その姿が見えなくなった瞬間、やっと金縛りが解けたように僕は走り出した。僕は急いで冷たい波をかきわけ、彼女を引き上げた。

……しかし僕が見た時にはもう彼女の息は止まっていて、その亡き骸は笑っていた。

身体は既に冷たくなっており、ガラス玉のような瞳は完全に生気を失い虚空をみつめていたが、その奥には僅かに優しい微笑みが残っていた。







 彼女は望み通り海に還った。死ぬと水に溶けて消えるクラゲのように。沈み消える時までも純粋無垢な少女のまま。

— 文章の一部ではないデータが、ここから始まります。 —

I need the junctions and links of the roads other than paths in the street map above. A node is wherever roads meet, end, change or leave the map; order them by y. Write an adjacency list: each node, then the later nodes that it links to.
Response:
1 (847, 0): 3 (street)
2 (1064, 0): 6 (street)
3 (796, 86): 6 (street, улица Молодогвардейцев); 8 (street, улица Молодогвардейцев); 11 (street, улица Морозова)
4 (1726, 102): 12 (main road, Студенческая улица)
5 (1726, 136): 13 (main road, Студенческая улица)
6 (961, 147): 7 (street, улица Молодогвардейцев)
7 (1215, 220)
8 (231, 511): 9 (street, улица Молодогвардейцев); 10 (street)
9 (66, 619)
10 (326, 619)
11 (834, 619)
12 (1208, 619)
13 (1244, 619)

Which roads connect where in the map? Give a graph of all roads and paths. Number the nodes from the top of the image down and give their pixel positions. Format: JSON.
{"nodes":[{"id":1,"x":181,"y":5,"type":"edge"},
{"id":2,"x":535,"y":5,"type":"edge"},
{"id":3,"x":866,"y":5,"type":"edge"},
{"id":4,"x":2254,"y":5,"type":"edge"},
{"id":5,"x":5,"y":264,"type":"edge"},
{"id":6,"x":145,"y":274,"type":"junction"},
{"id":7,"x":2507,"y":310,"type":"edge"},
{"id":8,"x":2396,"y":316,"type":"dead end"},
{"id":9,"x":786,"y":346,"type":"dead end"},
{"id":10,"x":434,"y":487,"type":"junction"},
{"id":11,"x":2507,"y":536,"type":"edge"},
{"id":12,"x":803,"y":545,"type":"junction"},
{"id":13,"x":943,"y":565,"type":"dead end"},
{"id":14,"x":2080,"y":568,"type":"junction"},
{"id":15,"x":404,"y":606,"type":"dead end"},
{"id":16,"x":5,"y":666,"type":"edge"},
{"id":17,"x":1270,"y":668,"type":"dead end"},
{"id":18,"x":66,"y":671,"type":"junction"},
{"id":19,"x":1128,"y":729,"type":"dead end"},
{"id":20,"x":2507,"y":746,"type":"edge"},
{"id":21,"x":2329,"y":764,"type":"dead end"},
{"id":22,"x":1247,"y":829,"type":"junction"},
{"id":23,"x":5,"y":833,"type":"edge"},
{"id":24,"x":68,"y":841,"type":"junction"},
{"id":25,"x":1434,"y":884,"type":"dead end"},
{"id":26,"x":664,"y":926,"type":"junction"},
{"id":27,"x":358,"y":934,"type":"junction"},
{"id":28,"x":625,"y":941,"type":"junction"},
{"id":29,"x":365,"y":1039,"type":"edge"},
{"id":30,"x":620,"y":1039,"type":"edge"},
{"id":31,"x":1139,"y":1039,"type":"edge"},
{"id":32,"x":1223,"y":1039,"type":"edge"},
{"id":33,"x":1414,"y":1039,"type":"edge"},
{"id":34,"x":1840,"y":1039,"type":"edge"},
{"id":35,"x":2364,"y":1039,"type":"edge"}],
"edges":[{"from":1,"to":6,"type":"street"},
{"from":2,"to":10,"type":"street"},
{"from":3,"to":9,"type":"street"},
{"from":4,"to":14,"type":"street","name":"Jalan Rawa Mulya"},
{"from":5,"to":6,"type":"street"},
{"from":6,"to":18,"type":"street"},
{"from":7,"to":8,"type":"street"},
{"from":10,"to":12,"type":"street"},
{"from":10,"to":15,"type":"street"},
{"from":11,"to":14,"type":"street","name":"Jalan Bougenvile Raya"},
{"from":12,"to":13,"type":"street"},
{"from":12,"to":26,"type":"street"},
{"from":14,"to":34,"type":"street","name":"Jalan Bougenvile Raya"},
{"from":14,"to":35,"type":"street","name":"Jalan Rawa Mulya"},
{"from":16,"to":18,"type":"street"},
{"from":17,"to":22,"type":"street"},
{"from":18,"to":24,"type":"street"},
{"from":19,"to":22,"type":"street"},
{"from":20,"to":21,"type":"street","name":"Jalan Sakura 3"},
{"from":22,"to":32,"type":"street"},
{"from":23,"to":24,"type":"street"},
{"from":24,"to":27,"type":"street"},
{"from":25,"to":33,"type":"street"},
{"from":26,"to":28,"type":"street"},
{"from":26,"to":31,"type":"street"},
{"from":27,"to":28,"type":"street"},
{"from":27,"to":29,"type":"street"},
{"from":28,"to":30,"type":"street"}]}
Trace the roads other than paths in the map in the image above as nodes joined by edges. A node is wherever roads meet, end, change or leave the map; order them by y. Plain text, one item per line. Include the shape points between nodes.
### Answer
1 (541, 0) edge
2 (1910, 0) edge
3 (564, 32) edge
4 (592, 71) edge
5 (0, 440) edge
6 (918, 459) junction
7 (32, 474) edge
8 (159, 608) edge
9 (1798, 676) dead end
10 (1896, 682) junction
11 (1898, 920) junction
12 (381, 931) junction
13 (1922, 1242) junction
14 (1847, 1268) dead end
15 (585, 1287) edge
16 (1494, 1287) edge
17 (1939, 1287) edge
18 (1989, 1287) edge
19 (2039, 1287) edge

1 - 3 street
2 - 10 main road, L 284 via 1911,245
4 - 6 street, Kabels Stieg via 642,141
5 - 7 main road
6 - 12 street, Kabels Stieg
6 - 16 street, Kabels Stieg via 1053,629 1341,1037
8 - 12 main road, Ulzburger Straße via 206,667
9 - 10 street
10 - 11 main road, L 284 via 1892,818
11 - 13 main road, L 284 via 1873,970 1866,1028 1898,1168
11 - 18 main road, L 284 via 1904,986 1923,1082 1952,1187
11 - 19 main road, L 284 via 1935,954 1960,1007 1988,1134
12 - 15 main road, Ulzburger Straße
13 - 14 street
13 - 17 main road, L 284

どうして彼女はクラゲになることを望んだのだろうか。いつも撮影では表情を崩さなかった彼女が、どうして刺された時だけは満面の笑みだったのだろうか。

倒れゆく刹那、僕は彼女と目が合ったのだ。

口が動いていて何かを言ったように見えた。

勘違いかもしれない、でも彼女は僕に何か伝えたかったのではないだろうか。


僕には彼女の気持ちは分からない。

でもなぜだか、どうしようもないほど切なく、悲しく、消えてしまいたくなるのだ。

彼女の心の奥底に在っただろうもの……できるなら無くしてあげたかった。代わりになれずとも、一緒に背負うことが出来たなら良かったのに。せめて彼女が安らかに眠っていられるよう、願わずには居られなかった。


暗い海辺に花を手向け、僕は一筋の涙を流した。